■ **Task objective**
Retype each of the entries below exactly as written.

[[ Record extracts open ]]

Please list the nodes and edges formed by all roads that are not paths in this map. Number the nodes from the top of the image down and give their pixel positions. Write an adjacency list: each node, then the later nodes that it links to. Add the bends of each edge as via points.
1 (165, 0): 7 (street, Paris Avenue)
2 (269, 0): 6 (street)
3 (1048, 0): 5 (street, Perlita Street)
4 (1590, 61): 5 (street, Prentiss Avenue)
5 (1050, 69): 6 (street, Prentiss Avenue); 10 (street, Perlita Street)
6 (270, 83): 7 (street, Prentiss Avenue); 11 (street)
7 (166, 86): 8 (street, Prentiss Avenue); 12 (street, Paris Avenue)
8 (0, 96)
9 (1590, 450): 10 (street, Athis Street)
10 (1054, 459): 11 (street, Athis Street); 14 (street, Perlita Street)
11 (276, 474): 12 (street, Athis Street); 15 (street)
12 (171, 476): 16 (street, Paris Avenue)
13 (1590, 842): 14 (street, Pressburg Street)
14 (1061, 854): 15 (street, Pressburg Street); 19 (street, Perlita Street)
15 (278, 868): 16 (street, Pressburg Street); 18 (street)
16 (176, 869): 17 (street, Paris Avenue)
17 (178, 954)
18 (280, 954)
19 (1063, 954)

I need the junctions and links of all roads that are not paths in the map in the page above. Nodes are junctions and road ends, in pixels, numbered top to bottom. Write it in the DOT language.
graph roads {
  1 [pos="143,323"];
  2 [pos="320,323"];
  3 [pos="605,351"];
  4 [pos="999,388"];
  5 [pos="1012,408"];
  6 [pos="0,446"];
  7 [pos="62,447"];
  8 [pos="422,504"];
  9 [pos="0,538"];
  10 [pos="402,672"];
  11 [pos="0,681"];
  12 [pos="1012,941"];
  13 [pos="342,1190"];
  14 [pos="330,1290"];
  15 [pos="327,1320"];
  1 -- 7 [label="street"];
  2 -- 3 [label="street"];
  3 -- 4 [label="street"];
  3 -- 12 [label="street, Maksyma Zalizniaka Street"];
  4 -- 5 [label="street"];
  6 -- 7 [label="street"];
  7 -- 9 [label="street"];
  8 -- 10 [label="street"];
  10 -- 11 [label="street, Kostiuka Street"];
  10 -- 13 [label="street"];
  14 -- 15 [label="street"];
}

[[ Record extracts closed ]]

■ **Written solution**
Please list the nodes and edges formed by all roads that are not paths in this map. Number the nodes from the top of the image down and give their pixel positions. Write an adjacency list: each node, then the later nodes that it links to. Add the bends of each edge as via points.
1 (165, 0): 7 (street, Paris Avenue)
2 (269, 0): 6 (street)
3 (1048, 0): 5 (street, Perlita Street)
4 (1590, 61): 5 (street, Prentiss Avenue)
5 (1050, 69): 6 (street, Prentiss Avenue); 10 (street, Perlita Street)
6 (270, 83): 7 (street, Prentiss Avenue); 11 (street)
7 (166, 86): 8 (street, Prentiss Avenue); 12 (street, Paris Avenue)
8 (0, 96)
9 (1590, 450): 10 (street, Athis Street)
10 (1054, 459): 11 (street, Athis Street); 14 (street, Perlita Street)
11 (276, 474): 12 (street, Athis Street); 15 (street)
12 (171, 476): 16 (street, Paris Avenue)
13 (1590, 842): 14 (street, Pressburg Street)
14 (1061, 854): 15 (street, Pressburg Street); 19 (street, Perlita Street)
15 (278, 868): 16 (street, Pressburg Street); 18 (street)
16 (176, 869): 17 (street, Paris Avenue)
17 (178, 954)
18 (280, 954)
19 (1063, 954)

I need the junctions and links of all roads that are not paths in the map in the page above. Nodes are junctions and road ends, in pixels, numbered top to bottom. Write it in the DOT language.
graph roads {
  1 [pos="143,323"];
  2 [pos="320,323"];
  3 [pos="605,351"];
  4 [pos="999,388"];
  5 [pos="1012,408"];
  6 [pos="0,446"];
  7 [pos="62,447"];
  8 [pos="422,504"];
  9 [pos="0,538"];
  10 [pos="402,672"];
  11 [pos="0,681"];
  12 [pos="1012,941"];
  13 [pos="342,1190"];
  14 [pos="330,1290"];
  15 [pos="327,1320"];
  1 -- 7 [label="street"];
  2 -- 3 [label="street"];
  3 -- 4 [label="street"];
  3 -- 12 [label="street, Maksyma Zalizniaka Street"];
  4 -- 5 [label="street"];
  6 -- 7 [label="street"];
  7 -- 9 [label="street"];
  8 -- 10 [label="street"];
  10 -- 11 [label="street, Kostiuka Street"];
  10 -- 13 [label="street"];
  14 -- 15 [label="street"];
}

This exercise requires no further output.